The Grammy-Music Industry Disconnect

The 52nd annual Grammy music awards walloped its television network competitors Sunday night with an almost one-third increase of last year's audience.

The Nielsen numbers won't be final until later today but the Grammys attracted about 23 million viewers -- winning the day.

Of course that is a far cry from 1984 which was the year of Thriller (51 million viewers).

Some liked this year's show. Some hated it. But at least more people watched i n 2010 than in 2009. I'm linking you to a historical view of Grammy ratings here.

So, the music industry must be getting its groove back.

Not so fast.

The love of music never died.

Musicians never lost their passion for making it.

So why is the record industry declining?

In the U.S., CD sales were off 20% last year according to Nielsen SoundScan. Apple became the biggest retailer of music here and although digital sales were up, it was not enough to give the record labels a growth year. In fact, record sales have only had one growth year since 2000 and in that year it was not by much.

But the showmanship of the Grammys telecast does not equate to the record industry's plummeting sales.

So let's cut to the quick.

With music so popular and even the Grammy showathon pulling in an impressive audience, why can't record labels make money?

This is the disconnect.

Blame the labels and their out of touch executives who have made virtually all the wrong strategic decisions for at least a decade now. Record labels traditionally have been manufacturing companies -- first of vinyl, then plastic. That's why they talk in terms of units ("how many units did Gaga sell?").
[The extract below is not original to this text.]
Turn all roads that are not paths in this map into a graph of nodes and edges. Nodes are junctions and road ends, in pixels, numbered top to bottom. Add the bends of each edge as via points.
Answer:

Labels are not and have never been marketers.

Radio stations have been their free marketing arm and they have been damn good at selling the goods that record "manufacturers" make. Without airplay, I can guarantee you there would have been no record business. No Elvis. No Beatles. Taylor Swift might have still won album of the year this year but with lower numbers.

Maybe.

If I came to you with a business proposition and I told you that consumers can't get enough of that which I produce, I'll bet you'd listen to my idea attentively. Well, the record industry has a product hardly anyone dislikes (music). They are enamored of the performers, their lives and their back stories. Consumers seemingly can't get enough of it.

The music business is a hands down winner.
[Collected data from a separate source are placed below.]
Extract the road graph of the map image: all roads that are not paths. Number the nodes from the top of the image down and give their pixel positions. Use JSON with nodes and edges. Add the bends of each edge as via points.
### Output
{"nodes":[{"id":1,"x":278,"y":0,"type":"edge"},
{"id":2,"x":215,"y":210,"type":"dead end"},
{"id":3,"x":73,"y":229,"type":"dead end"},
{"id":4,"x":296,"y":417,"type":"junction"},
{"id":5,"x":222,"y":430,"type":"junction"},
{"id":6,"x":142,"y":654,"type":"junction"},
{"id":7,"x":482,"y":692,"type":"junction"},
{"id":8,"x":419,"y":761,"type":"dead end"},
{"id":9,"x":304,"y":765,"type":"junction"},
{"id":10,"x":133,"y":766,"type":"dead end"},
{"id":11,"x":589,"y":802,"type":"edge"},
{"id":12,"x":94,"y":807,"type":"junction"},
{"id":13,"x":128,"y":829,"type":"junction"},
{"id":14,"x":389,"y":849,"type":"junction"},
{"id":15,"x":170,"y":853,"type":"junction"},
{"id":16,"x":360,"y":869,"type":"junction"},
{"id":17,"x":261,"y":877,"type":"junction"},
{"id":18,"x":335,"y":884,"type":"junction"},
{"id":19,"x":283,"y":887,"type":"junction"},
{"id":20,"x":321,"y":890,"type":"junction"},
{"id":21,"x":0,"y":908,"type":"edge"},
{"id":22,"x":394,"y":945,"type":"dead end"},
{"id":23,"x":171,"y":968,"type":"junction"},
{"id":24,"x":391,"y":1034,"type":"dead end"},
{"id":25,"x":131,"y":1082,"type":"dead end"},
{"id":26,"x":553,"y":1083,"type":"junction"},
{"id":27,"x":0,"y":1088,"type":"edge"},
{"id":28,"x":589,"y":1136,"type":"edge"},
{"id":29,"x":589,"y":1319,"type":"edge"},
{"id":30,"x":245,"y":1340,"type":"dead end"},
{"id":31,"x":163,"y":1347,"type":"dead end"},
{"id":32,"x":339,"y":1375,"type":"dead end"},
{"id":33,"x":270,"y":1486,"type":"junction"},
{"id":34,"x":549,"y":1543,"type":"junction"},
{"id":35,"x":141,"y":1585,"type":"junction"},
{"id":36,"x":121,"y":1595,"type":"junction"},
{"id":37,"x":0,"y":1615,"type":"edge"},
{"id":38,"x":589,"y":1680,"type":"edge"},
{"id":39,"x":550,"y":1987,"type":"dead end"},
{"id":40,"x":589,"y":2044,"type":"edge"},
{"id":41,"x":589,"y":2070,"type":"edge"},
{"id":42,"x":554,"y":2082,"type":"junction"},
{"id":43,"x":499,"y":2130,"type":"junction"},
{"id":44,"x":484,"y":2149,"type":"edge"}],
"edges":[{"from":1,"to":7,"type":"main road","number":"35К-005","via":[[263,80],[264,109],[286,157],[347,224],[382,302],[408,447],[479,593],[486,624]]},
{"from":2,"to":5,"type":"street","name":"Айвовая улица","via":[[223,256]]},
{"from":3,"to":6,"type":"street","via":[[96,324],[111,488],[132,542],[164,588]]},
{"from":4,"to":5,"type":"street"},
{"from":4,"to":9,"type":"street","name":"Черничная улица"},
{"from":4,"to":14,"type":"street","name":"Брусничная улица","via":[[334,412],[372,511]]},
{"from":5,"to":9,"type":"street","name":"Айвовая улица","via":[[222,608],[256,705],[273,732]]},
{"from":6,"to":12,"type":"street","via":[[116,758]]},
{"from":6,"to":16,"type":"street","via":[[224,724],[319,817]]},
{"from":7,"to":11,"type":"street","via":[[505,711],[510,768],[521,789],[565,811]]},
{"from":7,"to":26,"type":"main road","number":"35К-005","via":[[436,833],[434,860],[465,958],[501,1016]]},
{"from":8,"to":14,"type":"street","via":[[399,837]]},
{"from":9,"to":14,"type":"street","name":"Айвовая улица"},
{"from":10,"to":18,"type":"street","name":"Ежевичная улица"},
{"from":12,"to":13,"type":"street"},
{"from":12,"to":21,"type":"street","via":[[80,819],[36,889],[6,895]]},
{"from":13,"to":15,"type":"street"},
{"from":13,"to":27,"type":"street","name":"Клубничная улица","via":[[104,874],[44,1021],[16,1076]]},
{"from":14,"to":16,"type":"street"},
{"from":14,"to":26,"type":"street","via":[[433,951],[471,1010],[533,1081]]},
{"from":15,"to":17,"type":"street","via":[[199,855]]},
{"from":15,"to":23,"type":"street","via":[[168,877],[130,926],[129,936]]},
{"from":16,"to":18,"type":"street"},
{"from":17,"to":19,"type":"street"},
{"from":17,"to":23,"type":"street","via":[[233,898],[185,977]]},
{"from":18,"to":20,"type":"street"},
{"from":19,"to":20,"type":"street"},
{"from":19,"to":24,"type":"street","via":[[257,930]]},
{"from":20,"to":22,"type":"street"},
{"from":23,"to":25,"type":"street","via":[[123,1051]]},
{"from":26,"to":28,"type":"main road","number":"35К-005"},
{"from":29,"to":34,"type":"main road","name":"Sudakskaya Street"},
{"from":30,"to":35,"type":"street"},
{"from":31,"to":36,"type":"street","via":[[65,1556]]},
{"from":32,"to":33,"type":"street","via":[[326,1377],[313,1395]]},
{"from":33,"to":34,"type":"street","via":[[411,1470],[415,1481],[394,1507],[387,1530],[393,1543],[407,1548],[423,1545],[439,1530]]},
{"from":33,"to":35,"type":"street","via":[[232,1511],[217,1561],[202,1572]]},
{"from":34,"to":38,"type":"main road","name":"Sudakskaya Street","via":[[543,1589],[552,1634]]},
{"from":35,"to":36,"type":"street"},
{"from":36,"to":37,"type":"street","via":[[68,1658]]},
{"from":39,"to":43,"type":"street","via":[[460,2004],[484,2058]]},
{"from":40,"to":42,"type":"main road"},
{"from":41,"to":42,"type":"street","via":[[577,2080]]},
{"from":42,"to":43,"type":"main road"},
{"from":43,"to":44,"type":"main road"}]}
But not how it is presently configured by record label execs.

Labels are looking for money in all the wrong places. Licensing deals with MySpace to generate revenue from advertising. Licensing their music for YouTube, Google and others. Monthly subscription plans for all-you-can-eat music access. Variable pricing of iTunes music -- just what consumers need to remind them that free is better.
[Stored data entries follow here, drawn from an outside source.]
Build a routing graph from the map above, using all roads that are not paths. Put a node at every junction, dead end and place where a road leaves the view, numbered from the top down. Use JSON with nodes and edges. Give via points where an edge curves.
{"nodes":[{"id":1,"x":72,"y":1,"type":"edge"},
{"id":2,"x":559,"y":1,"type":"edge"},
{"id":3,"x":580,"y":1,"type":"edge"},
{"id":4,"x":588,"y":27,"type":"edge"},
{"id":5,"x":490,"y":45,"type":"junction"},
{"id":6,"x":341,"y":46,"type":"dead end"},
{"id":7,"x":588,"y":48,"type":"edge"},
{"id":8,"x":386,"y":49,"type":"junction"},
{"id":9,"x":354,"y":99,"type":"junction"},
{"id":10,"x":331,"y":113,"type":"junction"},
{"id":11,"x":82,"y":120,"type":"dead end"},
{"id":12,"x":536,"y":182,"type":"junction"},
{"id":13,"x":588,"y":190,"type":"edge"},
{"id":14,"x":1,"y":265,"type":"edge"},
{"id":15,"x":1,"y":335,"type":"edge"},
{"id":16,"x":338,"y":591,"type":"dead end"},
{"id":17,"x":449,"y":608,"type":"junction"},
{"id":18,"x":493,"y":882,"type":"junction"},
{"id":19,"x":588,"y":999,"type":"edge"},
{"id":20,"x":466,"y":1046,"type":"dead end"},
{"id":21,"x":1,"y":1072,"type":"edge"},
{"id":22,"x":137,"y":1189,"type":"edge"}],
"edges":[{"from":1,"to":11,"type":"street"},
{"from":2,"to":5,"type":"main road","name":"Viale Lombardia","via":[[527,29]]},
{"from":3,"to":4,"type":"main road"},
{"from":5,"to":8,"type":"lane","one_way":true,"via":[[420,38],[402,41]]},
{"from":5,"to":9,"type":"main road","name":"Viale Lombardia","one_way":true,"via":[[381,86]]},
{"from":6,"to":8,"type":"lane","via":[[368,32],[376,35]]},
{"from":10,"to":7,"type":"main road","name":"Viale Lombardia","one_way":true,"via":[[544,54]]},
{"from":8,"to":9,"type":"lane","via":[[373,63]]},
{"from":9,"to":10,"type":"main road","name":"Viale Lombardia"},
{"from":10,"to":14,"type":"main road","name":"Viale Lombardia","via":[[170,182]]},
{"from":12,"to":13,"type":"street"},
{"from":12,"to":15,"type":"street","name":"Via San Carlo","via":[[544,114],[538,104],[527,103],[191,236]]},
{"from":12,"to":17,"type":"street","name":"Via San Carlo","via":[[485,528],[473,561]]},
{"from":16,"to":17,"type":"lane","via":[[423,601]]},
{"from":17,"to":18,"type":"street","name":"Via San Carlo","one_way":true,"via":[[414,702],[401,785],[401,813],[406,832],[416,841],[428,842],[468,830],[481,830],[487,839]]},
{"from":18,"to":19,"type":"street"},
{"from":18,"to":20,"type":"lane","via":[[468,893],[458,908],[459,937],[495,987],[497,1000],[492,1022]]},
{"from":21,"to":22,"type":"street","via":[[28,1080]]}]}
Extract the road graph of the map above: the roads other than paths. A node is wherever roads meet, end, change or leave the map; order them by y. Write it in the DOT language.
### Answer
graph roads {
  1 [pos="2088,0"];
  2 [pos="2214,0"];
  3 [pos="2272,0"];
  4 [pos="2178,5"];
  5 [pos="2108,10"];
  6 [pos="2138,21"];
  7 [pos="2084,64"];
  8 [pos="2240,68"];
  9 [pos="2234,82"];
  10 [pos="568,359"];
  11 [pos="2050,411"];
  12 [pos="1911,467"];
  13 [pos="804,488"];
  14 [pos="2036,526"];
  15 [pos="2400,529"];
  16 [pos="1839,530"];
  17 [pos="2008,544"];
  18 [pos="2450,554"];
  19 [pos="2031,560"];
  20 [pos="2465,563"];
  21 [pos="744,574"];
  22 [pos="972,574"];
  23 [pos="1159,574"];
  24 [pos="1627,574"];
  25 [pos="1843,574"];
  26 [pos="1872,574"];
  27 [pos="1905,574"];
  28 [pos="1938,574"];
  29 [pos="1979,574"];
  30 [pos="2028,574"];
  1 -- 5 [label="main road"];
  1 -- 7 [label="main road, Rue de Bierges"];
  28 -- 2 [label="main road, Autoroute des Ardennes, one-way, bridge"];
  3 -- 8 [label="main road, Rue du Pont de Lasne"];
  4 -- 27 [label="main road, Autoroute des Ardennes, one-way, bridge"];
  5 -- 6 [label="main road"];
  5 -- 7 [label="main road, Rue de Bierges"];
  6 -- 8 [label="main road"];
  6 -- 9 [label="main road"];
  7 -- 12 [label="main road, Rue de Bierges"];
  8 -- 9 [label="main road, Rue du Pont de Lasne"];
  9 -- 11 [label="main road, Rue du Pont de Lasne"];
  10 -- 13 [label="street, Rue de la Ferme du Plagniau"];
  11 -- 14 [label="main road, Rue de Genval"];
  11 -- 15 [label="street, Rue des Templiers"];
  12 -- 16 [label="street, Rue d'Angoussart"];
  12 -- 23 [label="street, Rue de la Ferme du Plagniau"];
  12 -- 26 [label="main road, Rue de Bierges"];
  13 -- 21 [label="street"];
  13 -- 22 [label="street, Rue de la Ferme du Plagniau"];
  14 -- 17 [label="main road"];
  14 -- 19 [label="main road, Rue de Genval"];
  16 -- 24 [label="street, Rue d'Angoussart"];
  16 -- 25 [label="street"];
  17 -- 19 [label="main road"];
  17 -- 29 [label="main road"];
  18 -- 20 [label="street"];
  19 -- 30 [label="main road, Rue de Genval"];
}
Fighting piracy was a mistake -- I mean, is a mistake.

In some European countries where tough laws force ISPs to crack down on piracy, the federation that oversees this jihad admits that over 95% of all downloaded music there is still pirated.

As we discussed at my recent Media Solutions Lab, the next ten years are going to be painful. But no pain, no gain. It is no longer acceptable to try to run a traditional media business at this time of great change.

Music is like a drug -- and the labels need to find a way to feed the addiction.

Let me put it like this.

1. If labels could think of pirated music as the new age equivalent of free radio (that is, a way to expose music, groups, artists) then they are off and running.

2. Then if labels are willing to find new ways acceptable to consumers (not to them) to make music monetizable, there is a revenue potential. Holding out for monthly subscription plans and the pipe dream that ISPs will one day charge each and every customer $5 a month to access every piece of music recorded in time is a delusion.

3. Spend all available time and money on discovery -- go out and discover more acts, new acts, new singers, writers, producers. Open new genres. Make it easy for fans to discover music. Feed the addiction.

4. If the radio industry will not do it, labels should make experts available to "preview" new music in ways that will be reminiscent of old time disc jockeys except today's music experts will be in the palm of consumers' hands or plugged directly into consumers ears.

5. Don't try to kill radio off by taxing it further. Radio stations still expose a lot of record label music for free.

6. Cut the fees for webcasters. If you want to jump start the future, enable it by helping not hurting universal exposure to your products. I'd come up with licenses that were so reasonable that everyone could afford one. In other words, stimulate the growth of webcasting.

7. Come up with a similar and fair system to stimulate the use of podcasting to expose music. More fees but reasonable ones meaning that thousands of ex-radio djs who want to take to podcasting can pay an affordable blanket rate to expose your music.

How can something like music be so popular and at the same time so unable to spark revenue growth?

The answer is as old as the term gramophone, an old fashioned record player, from which the term "Grammys" is derived.

It's not that the record industry needs to go back to Thriller, Bruce or Prince.

Quite the opposite.

There is plenty of talent out there now for a new generation and more trying to get in.

It's that the record industry needs to look ahead to the future -- finding ways to deliver and satisfy consumers who still crave music instead of hanging on to a manufacturer's mentality in the age of digital media.